After the doctor discussed various treatment options with her, the plaintiff opted for radiation. As part of obtaining her informed consent, the doctor told her that while surgery was an option, it would likely impact her ability to maintain her current lifestyle as an avid golfer. The patient agreed to the treatment plan offered by the doctor, which called for radiation twice daily with treatments as little as 45 minutes apart.
The plaintiff moved to amend to add a claim for punitive damages asserting that by using a radiation protocol that was not recognized as acceptable in the medical community, the defendant doctor unnecessarily subjected her to an increased risk of cancer in her lifetime, and did so for financial gain. She maintained that the doctor’s actions were more than negligent and constituted culpable behavior reflecting a conscious disregard for her life and safety.

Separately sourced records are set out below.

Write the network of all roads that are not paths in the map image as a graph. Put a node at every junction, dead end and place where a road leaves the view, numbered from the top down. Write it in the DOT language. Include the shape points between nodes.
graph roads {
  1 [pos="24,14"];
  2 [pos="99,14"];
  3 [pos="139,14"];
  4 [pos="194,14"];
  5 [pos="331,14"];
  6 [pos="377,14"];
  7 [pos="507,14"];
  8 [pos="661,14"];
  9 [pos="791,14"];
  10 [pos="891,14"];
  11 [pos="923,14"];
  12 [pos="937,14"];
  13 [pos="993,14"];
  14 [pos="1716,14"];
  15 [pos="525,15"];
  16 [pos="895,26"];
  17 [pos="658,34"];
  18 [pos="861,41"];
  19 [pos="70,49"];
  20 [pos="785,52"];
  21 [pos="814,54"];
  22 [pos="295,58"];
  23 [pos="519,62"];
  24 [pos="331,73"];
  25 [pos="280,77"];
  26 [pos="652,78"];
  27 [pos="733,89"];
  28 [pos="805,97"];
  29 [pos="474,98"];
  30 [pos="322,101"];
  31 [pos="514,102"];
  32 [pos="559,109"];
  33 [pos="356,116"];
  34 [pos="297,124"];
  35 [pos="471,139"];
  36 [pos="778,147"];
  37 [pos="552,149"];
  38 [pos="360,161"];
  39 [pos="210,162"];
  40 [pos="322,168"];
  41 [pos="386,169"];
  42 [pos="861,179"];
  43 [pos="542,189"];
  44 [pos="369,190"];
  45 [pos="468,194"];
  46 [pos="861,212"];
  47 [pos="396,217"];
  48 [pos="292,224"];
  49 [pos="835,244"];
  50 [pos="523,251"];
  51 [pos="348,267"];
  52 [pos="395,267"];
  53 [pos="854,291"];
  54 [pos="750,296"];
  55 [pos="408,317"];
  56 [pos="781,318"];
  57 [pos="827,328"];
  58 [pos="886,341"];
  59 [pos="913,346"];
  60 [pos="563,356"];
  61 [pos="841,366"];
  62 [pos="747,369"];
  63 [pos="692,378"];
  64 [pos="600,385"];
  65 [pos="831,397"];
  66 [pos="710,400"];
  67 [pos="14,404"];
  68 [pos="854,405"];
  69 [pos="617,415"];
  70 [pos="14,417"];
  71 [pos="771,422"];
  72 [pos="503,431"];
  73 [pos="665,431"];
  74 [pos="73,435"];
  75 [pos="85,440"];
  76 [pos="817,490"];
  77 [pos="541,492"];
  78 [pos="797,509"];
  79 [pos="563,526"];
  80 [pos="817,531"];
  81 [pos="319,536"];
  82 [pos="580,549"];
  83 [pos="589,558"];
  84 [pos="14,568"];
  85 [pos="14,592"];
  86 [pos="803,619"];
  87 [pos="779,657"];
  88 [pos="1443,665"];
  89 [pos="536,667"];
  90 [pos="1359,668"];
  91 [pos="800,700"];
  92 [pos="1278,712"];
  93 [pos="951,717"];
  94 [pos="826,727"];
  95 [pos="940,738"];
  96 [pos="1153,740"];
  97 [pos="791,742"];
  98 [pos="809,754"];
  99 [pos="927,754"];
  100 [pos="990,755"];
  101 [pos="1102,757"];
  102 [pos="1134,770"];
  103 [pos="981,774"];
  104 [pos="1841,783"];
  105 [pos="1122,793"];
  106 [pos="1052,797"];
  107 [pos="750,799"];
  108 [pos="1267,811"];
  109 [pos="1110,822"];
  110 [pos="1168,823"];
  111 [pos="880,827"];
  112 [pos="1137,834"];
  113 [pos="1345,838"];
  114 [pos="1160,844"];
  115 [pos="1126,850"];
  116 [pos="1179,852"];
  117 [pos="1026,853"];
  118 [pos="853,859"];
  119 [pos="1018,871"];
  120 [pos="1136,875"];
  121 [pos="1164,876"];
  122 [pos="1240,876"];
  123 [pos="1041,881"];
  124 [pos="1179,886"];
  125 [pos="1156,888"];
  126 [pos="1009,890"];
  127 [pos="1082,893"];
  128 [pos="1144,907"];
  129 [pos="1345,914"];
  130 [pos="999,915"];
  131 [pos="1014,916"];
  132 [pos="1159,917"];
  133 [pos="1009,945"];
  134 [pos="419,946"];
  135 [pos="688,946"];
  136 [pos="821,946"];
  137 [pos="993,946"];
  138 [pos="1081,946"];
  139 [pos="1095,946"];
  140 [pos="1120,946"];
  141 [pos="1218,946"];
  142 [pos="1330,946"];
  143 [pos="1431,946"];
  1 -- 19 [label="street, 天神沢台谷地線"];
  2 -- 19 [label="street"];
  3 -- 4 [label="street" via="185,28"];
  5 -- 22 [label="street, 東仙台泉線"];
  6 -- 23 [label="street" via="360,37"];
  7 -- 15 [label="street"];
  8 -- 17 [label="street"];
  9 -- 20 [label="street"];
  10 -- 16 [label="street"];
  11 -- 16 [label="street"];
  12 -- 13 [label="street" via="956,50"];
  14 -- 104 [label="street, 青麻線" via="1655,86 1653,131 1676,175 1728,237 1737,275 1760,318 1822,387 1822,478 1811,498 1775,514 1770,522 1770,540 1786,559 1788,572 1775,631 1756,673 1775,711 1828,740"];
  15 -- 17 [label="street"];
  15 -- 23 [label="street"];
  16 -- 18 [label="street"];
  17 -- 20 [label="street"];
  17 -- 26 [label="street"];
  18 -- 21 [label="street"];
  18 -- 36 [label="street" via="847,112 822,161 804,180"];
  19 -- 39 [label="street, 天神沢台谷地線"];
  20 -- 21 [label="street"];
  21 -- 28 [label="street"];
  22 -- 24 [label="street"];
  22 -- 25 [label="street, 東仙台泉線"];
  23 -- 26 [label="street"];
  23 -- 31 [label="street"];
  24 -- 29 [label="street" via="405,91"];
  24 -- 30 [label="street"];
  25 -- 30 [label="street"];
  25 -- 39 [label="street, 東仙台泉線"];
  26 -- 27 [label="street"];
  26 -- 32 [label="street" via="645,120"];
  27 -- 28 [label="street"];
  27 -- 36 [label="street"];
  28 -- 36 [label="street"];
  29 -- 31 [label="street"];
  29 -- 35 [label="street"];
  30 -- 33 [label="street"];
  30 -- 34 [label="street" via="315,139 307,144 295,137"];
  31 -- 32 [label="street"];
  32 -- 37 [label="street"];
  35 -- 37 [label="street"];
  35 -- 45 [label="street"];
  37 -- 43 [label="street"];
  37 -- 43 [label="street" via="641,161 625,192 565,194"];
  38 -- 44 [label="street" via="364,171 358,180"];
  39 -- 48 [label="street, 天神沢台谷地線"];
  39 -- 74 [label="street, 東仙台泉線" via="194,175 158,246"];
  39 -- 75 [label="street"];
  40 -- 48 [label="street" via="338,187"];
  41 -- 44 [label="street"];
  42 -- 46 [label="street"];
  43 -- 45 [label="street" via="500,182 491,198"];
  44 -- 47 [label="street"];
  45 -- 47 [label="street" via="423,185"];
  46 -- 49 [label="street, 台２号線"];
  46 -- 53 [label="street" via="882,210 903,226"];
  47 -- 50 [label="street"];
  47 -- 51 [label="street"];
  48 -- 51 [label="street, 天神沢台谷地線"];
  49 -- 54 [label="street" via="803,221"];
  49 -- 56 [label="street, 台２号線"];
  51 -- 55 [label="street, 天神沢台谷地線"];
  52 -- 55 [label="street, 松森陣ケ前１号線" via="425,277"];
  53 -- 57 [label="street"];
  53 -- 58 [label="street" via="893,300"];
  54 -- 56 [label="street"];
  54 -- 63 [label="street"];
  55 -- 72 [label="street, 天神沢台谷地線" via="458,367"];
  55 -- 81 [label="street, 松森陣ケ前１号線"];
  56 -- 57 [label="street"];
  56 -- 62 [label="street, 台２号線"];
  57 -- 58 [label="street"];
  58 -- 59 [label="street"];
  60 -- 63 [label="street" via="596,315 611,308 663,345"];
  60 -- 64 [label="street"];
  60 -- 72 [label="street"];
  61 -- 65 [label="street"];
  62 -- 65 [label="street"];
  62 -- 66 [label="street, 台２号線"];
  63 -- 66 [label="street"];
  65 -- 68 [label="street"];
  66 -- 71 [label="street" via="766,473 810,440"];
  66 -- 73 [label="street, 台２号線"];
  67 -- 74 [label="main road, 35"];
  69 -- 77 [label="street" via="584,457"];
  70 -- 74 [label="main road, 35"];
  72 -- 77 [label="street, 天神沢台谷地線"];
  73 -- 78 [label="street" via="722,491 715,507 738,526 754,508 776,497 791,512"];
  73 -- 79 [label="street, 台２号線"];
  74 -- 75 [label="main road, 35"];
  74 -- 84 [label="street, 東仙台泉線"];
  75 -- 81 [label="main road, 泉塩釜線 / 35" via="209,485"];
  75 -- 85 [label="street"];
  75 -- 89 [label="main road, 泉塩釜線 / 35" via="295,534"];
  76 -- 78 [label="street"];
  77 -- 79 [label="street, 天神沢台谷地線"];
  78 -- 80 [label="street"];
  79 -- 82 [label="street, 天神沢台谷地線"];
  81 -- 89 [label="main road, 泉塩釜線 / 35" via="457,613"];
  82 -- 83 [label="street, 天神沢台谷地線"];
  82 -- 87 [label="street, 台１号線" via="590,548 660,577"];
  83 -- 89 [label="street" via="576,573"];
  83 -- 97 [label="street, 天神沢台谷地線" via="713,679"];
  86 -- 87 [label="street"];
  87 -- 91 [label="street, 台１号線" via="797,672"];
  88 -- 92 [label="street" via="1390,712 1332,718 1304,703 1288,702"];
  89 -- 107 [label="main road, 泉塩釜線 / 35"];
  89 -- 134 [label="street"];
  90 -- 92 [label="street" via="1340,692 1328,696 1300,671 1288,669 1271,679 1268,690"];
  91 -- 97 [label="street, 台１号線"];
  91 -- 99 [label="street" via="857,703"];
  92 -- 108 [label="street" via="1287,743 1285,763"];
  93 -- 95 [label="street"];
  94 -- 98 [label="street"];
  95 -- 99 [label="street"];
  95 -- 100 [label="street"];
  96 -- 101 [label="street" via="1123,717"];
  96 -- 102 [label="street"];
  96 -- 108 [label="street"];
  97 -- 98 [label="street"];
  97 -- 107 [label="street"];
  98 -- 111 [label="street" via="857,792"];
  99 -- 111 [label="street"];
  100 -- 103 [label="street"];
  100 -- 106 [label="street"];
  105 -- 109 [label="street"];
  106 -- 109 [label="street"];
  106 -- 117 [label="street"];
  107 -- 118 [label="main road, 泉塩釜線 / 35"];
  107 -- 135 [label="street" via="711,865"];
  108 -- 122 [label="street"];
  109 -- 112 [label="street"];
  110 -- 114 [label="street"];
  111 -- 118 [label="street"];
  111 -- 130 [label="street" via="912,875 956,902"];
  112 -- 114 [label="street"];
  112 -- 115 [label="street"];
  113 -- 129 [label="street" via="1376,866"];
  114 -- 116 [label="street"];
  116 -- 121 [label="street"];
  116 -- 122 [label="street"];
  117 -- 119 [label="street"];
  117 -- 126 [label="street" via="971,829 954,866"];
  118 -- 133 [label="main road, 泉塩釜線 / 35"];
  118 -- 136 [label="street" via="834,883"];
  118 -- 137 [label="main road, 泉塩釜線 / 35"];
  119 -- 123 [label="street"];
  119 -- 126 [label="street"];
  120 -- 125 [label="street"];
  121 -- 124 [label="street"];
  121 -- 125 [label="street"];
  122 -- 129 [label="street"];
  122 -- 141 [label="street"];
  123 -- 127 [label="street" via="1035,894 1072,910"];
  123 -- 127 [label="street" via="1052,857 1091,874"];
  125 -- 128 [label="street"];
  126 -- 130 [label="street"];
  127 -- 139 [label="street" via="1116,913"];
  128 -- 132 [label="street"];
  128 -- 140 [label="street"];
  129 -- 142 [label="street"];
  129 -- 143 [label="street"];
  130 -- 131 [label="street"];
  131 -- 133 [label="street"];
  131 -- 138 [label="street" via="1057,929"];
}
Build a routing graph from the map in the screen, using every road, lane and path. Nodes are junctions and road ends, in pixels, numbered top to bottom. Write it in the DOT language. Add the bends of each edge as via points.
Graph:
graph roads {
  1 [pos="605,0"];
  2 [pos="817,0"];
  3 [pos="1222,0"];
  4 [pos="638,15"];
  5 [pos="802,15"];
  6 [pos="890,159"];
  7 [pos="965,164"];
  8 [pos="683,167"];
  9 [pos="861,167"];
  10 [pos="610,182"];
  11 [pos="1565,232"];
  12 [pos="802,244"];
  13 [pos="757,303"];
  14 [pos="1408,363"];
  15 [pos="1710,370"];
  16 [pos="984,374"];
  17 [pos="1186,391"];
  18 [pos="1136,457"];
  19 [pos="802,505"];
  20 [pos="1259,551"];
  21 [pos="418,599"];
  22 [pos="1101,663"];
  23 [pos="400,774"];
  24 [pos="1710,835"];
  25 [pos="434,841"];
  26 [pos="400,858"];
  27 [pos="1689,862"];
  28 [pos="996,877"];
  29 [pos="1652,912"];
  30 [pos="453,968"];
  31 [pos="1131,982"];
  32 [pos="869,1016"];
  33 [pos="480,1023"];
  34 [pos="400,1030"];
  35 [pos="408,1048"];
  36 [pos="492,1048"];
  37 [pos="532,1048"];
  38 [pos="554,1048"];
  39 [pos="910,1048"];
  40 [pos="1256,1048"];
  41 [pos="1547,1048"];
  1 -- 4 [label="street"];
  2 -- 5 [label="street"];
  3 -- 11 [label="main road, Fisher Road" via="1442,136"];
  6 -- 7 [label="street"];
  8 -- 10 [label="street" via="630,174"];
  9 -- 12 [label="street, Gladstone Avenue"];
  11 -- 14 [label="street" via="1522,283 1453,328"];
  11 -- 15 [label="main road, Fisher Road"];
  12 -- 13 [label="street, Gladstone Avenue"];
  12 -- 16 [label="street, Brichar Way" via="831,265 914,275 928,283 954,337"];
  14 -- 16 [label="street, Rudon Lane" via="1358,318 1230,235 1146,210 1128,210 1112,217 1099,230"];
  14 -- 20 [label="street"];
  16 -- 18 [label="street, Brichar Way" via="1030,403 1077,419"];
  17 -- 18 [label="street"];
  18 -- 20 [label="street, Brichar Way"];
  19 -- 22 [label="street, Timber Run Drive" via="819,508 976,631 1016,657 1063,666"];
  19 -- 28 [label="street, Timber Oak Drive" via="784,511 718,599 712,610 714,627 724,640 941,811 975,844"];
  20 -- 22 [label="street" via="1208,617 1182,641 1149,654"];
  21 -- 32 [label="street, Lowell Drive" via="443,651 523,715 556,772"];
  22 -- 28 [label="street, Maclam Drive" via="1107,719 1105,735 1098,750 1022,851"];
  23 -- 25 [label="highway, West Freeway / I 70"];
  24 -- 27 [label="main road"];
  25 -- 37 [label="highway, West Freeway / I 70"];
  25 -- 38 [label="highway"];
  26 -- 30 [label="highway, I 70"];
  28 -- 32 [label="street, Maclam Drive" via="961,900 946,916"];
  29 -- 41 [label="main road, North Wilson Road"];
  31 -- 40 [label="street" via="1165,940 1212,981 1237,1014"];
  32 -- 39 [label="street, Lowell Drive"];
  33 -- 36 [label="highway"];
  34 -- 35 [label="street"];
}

Section 768.72 allows a defendant to be held liable for punitive damages, only if the trier of fact based on clear and convincing evidence, finds the defendant both personally guilty of intentional misconduct or gross negligence. The court observed that punitive damages are reserved for “truly culpable behavior and are intended to express society’s collective outrage.”
Here, the plaintiff did not proffer anything to suggest that the defendant knew his treatment plan was unnecessary or likely to cause serious injury to convert her allegations into a claim for punitive damages. She did not allege or proffer evidence suggesting that defendant knew the diagnosis was incorrect, but still proceeded with the treatment plan in order to commit fraud in obtaining informed consent. The mere allegation of the doctor’s recommendation for financial gain was also not sufficient to support the claim, and the court reversed the trial court’s ruling allowing the amendment.